● **RECORDS FOR THE TASK**
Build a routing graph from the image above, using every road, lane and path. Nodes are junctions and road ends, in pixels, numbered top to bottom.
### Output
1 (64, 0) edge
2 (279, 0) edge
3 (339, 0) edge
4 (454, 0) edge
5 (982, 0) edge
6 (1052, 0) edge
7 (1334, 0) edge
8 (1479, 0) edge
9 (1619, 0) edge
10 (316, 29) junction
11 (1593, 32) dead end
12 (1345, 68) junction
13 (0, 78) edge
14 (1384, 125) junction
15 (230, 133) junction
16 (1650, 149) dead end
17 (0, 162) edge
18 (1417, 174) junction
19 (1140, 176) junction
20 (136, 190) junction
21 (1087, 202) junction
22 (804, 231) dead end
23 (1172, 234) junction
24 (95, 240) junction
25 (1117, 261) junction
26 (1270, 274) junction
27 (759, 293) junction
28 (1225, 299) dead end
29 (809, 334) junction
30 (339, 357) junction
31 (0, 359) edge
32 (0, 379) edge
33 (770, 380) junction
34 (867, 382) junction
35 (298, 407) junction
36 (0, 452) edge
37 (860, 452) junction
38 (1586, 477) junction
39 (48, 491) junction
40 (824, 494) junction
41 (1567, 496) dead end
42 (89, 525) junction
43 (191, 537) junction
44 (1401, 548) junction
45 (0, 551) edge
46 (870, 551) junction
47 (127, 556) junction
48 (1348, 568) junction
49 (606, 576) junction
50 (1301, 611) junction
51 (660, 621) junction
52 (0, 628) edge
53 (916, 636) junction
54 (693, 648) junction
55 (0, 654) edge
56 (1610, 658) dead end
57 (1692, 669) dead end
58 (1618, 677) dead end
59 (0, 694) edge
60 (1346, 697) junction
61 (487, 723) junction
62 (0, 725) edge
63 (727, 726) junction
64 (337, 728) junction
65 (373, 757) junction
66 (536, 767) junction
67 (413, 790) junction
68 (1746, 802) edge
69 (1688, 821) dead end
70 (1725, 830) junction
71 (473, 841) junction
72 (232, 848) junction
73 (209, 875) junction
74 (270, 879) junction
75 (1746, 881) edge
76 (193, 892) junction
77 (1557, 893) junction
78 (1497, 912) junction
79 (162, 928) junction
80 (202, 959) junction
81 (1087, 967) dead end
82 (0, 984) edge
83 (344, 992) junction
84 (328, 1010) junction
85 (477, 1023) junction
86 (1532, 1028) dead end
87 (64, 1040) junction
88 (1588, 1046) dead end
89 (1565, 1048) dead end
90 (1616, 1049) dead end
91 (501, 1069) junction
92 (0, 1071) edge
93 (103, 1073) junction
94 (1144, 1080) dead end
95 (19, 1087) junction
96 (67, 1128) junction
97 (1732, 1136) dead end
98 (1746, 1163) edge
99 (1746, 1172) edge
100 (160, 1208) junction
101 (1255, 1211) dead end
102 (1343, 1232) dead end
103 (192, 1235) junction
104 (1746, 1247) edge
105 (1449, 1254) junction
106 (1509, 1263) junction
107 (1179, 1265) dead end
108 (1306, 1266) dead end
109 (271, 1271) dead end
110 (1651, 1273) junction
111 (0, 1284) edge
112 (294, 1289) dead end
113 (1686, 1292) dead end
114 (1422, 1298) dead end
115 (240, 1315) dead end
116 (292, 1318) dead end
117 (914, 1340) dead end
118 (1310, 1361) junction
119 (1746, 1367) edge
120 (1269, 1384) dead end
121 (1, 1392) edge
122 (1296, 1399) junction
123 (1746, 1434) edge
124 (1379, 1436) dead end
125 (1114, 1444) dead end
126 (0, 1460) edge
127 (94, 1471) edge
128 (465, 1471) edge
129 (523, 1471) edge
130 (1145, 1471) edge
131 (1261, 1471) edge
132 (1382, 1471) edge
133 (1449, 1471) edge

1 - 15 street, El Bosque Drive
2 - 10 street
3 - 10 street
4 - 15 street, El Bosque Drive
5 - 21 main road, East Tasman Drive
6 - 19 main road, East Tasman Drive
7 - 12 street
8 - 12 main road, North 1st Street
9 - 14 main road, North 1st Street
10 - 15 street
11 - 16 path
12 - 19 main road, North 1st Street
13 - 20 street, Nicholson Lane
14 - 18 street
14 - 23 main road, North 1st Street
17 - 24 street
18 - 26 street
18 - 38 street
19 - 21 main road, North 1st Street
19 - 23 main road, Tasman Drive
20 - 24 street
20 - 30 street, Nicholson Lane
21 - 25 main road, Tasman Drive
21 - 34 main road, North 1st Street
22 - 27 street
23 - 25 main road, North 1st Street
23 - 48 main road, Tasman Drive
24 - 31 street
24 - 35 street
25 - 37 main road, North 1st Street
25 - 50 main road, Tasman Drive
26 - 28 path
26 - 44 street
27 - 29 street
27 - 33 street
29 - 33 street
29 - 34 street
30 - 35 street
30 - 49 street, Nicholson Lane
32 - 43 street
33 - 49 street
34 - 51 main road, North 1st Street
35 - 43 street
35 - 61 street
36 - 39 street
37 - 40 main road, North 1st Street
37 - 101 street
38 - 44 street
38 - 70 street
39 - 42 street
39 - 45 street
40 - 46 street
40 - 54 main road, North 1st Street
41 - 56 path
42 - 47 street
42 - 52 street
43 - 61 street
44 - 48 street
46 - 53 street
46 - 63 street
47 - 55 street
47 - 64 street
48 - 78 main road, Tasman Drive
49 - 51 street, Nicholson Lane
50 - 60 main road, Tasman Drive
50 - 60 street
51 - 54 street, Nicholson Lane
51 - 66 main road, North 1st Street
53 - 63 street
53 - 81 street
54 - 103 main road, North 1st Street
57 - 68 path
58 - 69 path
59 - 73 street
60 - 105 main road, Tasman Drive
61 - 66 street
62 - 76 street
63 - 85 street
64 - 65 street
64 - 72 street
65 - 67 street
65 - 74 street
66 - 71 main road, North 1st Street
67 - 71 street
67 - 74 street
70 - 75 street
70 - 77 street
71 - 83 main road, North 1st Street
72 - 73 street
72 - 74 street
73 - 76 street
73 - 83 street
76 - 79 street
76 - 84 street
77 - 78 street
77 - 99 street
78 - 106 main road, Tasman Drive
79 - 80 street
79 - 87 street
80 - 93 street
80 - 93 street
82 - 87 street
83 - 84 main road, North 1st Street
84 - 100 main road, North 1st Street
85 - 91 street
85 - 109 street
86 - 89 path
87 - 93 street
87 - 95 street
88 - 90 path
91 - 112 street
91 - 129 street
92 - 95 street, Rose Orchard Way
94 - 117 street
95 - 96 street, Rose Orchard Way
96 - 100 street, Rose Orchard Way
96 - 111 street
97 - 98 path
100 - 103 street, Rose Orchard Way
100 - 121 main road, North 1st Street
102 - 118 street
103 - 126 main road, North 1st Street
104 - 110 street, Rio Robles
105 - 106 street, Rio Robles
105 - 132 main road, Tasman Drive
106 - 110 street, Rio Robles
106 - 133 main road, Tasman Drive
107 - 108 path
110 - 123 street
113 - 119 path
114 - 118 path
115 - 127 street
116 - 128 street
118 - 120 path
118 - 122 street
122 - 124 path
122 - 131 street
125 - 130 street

● **ACTIVITY**
Nothing in the data may differ; print all of it exactly as written.

● **ANSWER TO THIS PROBLEM**
Build a routing graph from the image above, using every road, lane and path. Nodes are junctions and road ends, in pixels, numbered top to bottom.
### Output
1 (64, 0) edge
2 (279, 0) edge
3 (339, 0) edge
4 (454, 0) edge
5 (982, 0) edge
6 (1052, 0) edge
7 (1334, 0) edge
8 (1479, 0) edge
9 (1619, 0) edge
10 (316, 29) junction
11 (1593, 32) dead end
12 (1345, 68) junction
13 (0, 78) edge
14 (1384, 125) junction
15 (230, 133) junction
16 (1650, 149) dead end
17 (0, 162) edge
18 (1417, 174) junction
19 (1140, 176) junction
20 (136, 190) junction
21 (1087, 202) junction
22 (804, 231) dead end
23 (1172, 234) junction
24 (95, 240) junction
25 (1117, 261) junction
26 (1270, 274) junction
27 (759, 293) junction
28 (1225, 299) dead end
29 (809, 334) junction
30 (339, 357) junction
31 (0, 359) edge
32 (0, 379) edge
33 (770, 380) junction
34 (867, 382) junction
35 (298, 407) junction
36 (0, 452) edge
37 (860, 452) junction
38 (1586, 477) junction
39 (48, 491) junction
40 (824, 494) junction
41 (1567, 496) dead end
42 (89, 525) junction
43 (191, 537) junction
44 (1401, 548) junction
45 (0, 551) edge
46 (870, 551) junction
47 (127, 556) junction
48 (1348, 568) junction
49 (606, 576) junction
50 (1301, 611) junction
51 (660, 621) junction
52 (0, 628) edge
53 (916, 636) junction
54 (693, 648) junction
55 (0, 654) edge
56 (1610, 658) dead end
57 (1692, 669) dead end
58 (1618, 677) dead end
59 (0, 694) edge
60 (1346, 697) junction
61 (487, 723) junction
62 (0, 725) edge
63 (727, 726) junction
64 (337, 728) junction
65 (373, 757) junction
66 (536, 767) junction
67 (413, 790) junction
68 (1746, 802) edge
69 (1688, 821) dead end
70 (1725, 830) junction
71 (473, 841) junction
72 (232, 848) junction
73 (209, 875) junction
74 (270, 879) junction
75 (1746, 881) edge
76 (193, 892) junction
77 (1557, 893) junction
78 (1497, 912) junction
79 (162, 928) junction
80 (202, 959) junction
81 (1087, 967) dead end
82 (0, 984) edge
83 (344, 992) junction
84 (328, 1010) junction
85 (477, 1023) junction
86 (1532, 1028) dead end
87 (64, 1040) junction
88 (1588, 1046) dead end
89 (1565, 1048) dead end
90 (1616, 1049) dead end
91 (501, 1069) junction
92 (0, 1071) edge
93 (103, 1073) junction
94 (1144, 1080) dead end
95 (19, 1087) junction
96 (67, 1128) junction
97 (1732, 1136) dead end
98 (1746, 1163) edge
99 (1746, 1172) edge
100 (160, 1208) junction
101 (1255, 1211) dead end
102 (1343, 1232) dead end
103 (192, 1235) junction
104 (1746, 1247) edge
105 (1449, 1254) junction
106 (1509, 1263) junction
107 (1179, 1265) dead end
108 (1306, 1266) dead end
109 (271, 1271) dead end
110 (1651, 1273) junction
111 (0, 1284) edge
112 (294, 1289) dead end
113 (1686, 1292) dead end
114 (1422, 1298) dead end
115 (240, 1315) dead end
116 (292, 1318) dead end
117 (914, 1340) dead end
118 (1310, 1361) junction
119 (1746, 1367) edge
120 (1269, 1384) dead end
121 (1, 1392) edge
122 (1296, 1399) junction
123 (1746, 1434) edge
124 (1379, 1436) dead end
125 (1114, 1444) dead end
126 (0, 1460) edge
127 (94, 1471) edge
128 (465, 1471) edge
129 (523, 1471) edge
130 (1145, 1471) edge
131 (1261, 1471) edge
132 (1382, 1471) edge
133 (1449, 1471) edge

1 - 15 street, El Bosque Drive
2 - 10 street
3 - 10 street
4 - 15 street, El Bosque Drive
5 - 21 main road, East Tasman Drive
6 - 19 main road, East Tasman Drive
7 - 12 street
8 - 12 main road, North 1st Street
9 - 14 main road, North 1st Street
10 - 15 street
11 - 16 path
12 - 19 main road, North 1st Street
13 - 20 street, Nicholson Lane
14 - 18 street
14 - 23 main road, North 1st Street
17 - 24 street
18 - 26 street
18 - 38 street
19 - 21 main road, North 1st Street
19 - 23 main road, Tasman Drive
20 - 24 street
20 - 30 street, Nicholson Lane
21 - 25 main road, Tasman Drive
21 - 34 main road, North 1st Street
22 - 27 street
23 - 25 main road, North 1st Street
23 - 48 main road, Tasman Drive
24 - 31 street
24 - 35 street
25 - 37 main road, North 1st Street
25 - 50 main road, Tasman Drive
26 - 28 path
26 - 44 street
27 - 29 street
27 - 33 street
29 - 33 street
29 - 34 street
30 - 35 street
30 - 49 street, Nicholson Lane
32 - 43 street
33 - 49 street
34 - 51 main road, North 1st Street
35 - 43 street
35 - 61 street
36 - 39 street
37 - 40 main road, North 1st Street
37 - 101 street
38 - 44 street
38 - 70 street
39 - 42 street
39 - 45 street
40 - 46 street
40 - 54 main road, North 1st Street
41 - 56 path
42 - 47 street
42 - 52 street
43 - 61 street
44 - 48 street
46 - 53 street
46 - 63 street
47 - 55 street
47 - 64 street
48 - 78 main road, Tasman Drive
49 - 51 street, Nicholson Lane
50 - 60 main road, Tasman Drive
50 - 60 street
51 - 54 street, Nicholson Lane
51 - 66 main road, North 1st Street
53 - 63 street
53 - 81 street
54 - 103 main road, North 1st Street
57 - 68 path
58 - 69 path
59 - 73 street
60 - 105 main road, Tasman Drive
61 - 66 street
62 - 76 street
63 - 85 street
64 - 65 street
64 - 72 street
65 - 67 street
65 - 74 street
66 - 71 main road, North 1st Street
67 - 71 street
67 - 74 street
70 - 75 street
70 - 77 street
71 - 83 main road, North 1st Street
72 - 73 street
72 - 74 street
73 - 76 street
73 - 83 street
76 - 79 street
76 - 84 street
77 - 78 street
77 - 99 street
78 - 106 main road, Tasman Drive
79 - 80 street
79 - 87 street
80 - 93 street
80 - 93 street
82 - 87 street
83 - 84 main road, North 1st Street
84 - 100 main road, North 1st Street
85 - 91 street
85 - 109 street
86 - 89 path
87 - 93 street
87 - 95 street
88 - 90 path
91 - 112 street
91 - 129 street
92 - 95 street, Rose Orchard Way
94 - 117 street
95 - 96 street, Rose Orchard Way
96 - 100 street, Rose Orchard Way
96 - 111 street
97 - 98 path
100 - 103 street, Rose Orchard Way
100 - 121 main road, North 1st Street
102 - 118 street
103 - 126 main road, North 1st Street
104 - 110 street, Rio Robles
105 - 106 street, Rio Robles
105 - 132 main road, Tasman Drive
106 - 110 street, Rio Robles
106 - 133 main road, Tasman Drive
107 - 108 path
110 - 123 street
113 - 119 path
114 - 118 path
115 - 127 street
116 - 128 street
118 - 120 path
118 - 122 street
122 - 124 path
122 - 131 street
125 - 130 street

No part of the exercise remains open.